The World Socialist Web Site has received two letters strenuously objecting to our line on the genocide that took place in Rwanda in 1994, when hundreds of thousands of Rwandans identified as Tutsis were killed by Hutu militias. 

Our correspondents are Professor Peter Erlinder of William Mitchell College of Law, who has been a defence attorney at the United Nations International Criminal Tribunal for Rwanda (ICTR) since 2003, and Mr. Christopher Black, who is an international criminal lawyer based in Toronto. Mr. Black is the lead counsel for the ICTR. He was also vice-chair of the International Committee to Defend Slobodan Milosevic, who died while on trial at the International Criminal Tribunal for the Former Yugoslavia (ICTY) at The Hague. He advised the legal team of Vojislav Seslj of the Serbian Radical Party, who is currently on trial at the ICTY.

Professor Erlinder and Mr Black responded to an article in which WSWS writer Linda Slattery reported on the conviction of Théoneste Bagosora at the ICTR for war crimes, genocide and crimes against humanity (See “Rwanda: Perpetrators of genocide jailed”).

Both correspondents deny that genocide took place in Rwanda. Professor Erlinder refers to “the Rwandan Tragedy … some call genocide.” Mr. Black refers to “the myth of genocide.”

Mr. Black denies any French involvement in events in Rwanda, which he describes as a “fantastic story,” maintaining that “The French had nothing to do with the ‘genocide.’” There was, he states, no ethnic problem in Rwanda before 1990. The killings that took place in 1994, he claims, were the result of an offensive by the Tutsi-dominated Rwandan Patriotic Front (RPF), who “attacked across the country massacring hundreds of thousands of Hutus and any Tutsis who were seen as non-reliable.”

Mr. Black stresses that the United States was backing the RPF (which became the government in Rwanda after 1994) and accuses the WSWS of “propagating the imperialist lies which have been used to cover up the real role of the US” and of “acting like US government parrots.”

Mr. Black claims that prior to 1994 Rwanda was “a semi-socialist country considered a model for Africa.” The WSWS, he claims, has been “duped into damning the socialists while supporting the imperialists.”

We would like to deal with these issues by examining the role of the United Nations, the imperialist powers and the issue of ethnic divisions in Rwanda, before going on to examine some of the evidence for genocide and, finally, dealing with the nature of the pre-1994 Rwandan state.

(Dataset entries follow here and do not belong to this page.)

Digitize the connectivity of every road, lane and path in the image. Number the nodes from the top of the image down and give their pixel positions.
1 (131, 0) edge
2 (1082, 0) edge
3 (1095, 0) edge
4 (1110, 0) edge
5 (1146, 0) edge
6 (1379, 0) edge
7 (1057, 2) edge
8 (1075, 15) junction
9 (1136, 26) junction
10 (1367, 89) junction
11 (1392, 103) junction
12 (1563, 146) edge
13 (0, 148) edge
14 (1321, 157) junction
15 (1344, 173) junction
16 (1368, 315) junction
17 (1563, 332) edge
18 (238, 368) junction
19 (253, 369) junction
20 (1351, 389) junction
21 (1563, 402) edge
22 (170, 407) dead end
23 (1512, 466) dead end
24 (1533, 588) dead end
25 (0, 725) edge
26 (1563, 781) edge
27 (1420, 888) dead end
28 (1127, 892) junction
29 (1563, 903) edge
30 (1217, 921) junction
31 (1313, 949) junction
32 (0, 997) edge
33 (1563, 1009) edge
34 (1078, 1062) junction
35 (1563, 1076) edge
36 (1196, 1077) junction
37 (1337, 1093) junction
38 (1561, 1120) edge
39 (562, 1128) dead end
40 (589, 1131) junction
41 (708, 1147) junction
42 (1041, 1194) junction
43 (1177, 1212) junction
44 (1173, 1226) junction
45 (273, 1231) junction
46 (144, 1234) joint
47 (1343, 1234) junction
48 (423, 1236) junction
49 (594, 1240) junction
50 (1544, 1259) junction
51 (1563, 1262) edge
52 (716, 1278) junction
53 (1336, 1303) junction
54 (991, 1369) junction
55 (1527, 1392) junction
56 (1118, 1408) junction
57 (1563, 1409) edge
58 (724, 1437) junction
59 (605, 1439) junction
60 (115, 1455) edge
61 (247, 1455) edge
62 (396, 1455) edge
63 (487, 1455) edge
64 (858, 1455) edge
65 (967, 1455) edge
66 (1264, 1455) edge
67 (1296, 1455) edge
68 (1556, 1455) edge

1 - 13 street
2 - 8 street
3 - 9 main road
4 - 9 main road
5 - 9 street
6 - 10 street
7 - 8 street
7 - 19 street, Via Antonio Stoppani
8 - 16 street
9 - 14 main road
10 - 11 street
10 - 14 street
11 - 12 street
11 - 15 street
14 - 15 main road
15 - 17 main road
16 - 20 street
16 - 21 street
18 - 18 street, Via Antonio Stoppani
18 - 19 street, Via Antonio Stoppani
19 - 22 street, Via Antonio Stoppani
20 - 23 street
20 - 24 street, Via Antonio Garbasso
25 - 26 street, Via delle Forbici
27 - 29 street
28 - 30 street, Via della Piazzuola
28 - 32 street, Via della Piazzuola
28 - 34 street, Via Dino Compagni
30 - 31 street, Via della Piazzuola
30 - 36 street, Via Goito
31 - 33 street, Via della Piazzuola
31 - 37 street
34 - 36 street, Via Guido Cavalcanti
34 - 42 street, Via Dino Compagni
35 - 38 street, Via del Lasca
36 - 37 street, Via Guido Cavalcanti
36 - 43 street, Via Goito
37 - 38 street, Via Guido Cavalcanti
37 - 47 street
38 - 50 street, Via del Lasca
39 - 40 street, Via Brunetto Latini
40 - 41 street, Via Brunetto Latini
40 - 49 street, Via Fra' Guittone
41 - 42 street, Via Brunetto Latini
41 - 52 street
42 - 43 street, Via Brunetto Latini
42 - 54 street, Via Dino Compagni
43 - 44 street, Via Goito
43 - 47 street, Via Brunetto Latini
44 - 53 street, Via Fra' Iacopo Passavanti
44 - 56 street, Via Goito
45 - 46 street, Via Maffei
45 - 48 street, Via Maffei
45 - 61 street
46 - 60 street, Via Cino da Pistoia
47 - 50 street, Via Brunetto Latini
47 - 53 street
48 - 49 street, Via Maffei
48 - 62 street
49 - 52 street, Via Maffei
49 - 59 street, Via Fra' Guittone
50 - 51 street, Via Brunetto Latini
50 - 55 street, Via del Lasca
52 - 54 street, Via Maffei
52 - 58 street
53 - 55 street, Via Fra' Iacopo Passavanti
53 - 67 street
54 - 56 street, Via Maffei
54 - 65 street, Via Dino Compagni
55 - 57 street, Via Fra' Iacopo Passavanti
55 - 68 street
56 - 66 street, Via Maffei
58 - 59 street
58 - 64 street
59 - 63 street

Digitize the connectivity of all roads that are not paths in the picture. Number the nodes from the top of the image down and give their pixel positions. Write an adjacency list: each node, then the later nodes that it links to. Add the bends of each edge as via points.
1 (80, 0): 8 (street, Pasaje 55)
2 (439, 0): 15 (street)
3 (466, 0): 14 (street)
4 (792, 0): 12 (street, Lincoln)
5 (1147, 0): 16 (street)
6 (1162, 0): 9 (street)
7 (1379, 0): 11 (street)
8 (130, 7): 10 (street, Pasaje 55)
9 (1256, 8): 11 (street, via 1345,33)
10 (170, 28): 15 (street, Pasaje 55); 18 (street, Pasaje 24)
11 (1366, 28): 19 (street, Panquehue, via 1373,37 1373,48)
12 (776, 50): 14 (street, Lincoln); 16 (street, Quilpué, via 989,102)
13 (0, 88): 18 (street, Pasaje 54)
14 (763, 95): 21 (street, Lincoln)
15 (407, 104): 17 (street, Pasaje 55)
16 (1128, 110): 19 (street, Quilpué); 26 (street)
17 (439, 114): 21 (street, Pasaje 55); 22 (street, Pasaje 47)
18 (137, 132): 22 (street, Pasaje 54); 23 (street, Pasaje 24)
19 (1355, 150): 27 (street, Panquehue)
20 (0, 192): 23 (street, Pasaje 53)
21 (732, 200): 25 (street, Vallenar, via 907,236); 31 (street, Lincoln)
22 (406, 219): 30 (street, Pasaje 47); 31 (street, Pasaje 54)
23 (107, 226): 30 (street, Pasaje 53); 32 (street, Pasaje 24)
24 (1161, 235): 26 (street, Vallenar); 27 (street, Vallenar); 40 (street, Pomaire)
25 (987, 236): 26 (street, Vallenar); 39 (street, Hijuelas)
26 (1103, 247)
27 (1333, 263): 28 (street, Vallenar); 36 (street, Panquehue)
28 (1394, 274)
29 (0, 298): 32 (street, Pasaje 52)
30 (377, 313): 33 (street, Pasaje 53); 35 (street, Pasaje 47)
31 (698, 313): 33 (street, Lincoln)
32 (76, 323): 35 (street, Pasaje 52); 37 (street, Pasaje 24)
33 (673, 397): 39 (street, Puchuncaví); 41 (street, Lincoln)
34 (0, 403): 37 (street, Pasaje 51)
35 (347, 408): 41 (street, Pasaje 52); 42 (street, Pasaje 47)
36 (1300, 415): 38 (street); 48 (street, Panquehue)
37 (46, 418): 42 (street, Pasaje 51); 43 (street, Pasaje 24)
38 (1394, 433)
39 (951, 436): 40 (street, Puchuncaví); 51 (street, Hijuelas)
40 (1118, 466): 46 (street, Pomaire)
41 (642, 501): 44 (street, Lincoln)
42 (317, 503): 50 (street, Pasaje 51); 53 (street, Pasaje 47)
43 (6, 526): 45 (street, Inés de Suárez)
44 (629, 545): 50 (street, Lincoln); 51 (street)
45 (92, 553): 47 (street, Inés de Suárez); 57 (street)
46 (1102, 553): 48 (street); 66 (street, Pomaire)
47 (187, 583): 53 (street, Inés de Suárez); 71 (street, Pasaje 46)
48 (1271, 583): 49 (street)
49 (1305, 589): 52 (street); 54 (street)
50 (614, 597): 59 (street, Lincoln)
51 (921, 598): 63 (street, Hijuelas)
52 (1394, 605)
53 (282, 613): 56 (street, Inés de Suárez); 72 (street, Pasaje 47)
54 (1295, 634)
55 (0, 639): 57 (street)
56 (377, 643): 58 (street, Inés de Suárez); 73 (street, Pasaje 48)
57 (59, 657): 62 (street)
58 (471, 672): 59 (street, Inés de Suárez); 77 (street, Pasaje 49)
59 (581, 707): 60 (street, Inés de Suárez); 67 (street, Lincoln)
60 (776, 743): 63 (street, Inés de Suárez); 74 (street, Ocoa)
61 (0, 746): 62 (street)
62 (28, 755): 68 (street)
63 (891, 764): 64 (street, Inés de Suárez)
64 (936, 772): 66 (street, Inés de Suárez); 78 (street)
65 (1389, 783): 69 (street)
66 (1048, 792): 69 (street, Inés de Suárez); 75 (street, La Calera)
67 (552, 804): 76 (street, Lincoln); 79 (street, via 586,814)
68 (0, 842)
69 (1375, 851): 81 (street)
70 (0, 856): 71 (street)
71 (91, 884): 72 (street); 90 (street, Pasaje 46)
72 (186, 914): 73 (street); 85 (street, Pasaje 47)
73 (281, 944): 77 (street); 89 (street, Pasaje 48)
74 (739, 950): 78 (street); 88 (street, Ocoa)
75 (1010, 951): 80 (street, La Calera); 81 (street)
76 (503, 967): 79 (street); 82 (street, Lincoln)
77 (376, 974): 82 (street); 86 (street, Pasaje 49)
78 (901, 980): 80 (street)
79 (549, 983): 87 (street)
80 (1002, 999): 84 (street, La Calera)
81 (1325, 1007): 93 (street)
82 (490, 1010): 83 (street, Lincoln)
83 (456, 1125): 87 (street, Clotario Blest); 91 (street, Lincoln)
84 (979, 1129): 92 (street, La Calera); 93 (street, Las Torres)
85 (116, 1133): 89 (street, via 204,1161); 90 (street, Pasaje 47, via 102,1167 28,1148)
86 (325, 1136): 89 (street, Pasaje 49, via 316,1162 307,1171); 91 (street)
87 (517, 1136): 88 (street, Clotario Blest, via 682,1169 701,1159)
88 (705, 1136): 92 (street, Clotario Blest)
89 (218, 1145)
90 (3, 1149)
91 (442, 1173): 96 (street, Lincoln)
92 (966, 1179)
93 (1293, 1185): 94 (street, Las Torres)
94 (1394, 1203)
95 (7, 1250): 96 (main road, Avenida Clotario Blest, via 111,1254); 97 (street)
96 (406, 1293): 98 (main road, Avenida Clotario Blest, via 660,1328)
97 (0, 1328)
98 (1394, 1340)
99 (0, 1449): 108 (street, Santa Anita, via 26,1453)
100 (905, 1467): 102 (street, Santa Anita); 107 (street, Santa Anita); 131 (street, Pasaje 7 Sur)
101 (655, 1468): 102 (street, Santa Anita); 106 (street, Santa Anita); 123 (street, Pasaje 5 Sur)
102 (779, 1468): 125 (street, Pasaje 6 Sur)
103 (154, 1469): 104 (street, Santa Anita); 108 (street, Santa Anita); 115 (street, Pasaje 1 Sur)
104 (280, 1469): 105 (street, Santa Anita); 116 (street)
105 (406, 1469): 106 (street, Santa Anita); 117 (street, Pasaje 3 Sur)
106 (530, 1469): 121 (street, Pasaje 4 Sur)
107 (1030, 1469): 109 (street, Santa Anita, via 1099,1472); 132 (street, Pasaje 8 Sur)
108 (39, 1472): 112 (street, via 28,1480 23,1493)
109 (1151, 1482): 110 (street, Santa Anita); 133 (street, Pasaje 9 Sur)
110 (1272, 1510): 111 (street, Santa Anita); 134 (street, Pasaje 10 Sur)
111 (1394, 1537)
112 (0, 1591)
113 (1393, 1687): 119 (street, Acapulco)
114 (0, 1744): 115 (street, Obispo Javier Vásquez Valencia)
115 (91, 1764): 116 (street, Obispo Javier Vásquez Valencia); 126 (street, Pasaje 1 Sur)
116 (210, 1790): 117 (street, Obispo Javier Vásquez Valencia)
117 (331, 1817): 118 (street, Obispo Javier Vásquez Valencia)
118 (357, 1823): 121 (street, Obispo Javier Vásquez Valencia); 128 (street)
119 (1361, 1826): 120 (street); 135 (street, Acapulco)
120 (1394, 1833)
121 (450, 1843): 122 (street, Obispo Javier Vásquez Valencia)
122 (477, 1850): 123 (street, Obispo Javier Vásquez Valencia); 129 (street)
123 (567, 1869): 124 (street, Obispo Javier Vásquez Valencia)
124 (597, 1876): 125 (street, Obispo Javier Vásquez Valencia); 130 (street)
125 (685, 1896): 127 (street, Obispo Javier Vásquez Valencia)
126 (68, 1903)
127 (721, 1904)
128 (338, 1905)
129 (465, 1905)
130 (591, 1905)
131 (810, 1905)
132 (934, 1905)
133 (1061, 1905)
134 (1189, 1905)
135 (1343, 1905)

Imperialism and the UN courts

The allegations that Erlinder and Black make against the WSWS are entirely unfounded. It has consistently sought to expose the role of US imperialism in Rwanda and elsewhere in Africa, as we have done throughout the world. But that does not mean that we deny the role of other lesser imperialist powers. 

We have made it clear in numerous articles that the ICTR and the ICTY are courts that have no legitimacy. The tribunals are presided over by imperialist powers that were complicit in the crimes they claim to be trying in the former Yugoslavia and Rwanda. What is defined as a war crime, and who should be held to account for it, is entirely dependent on the geopolitical and economic interests of the major Western powers.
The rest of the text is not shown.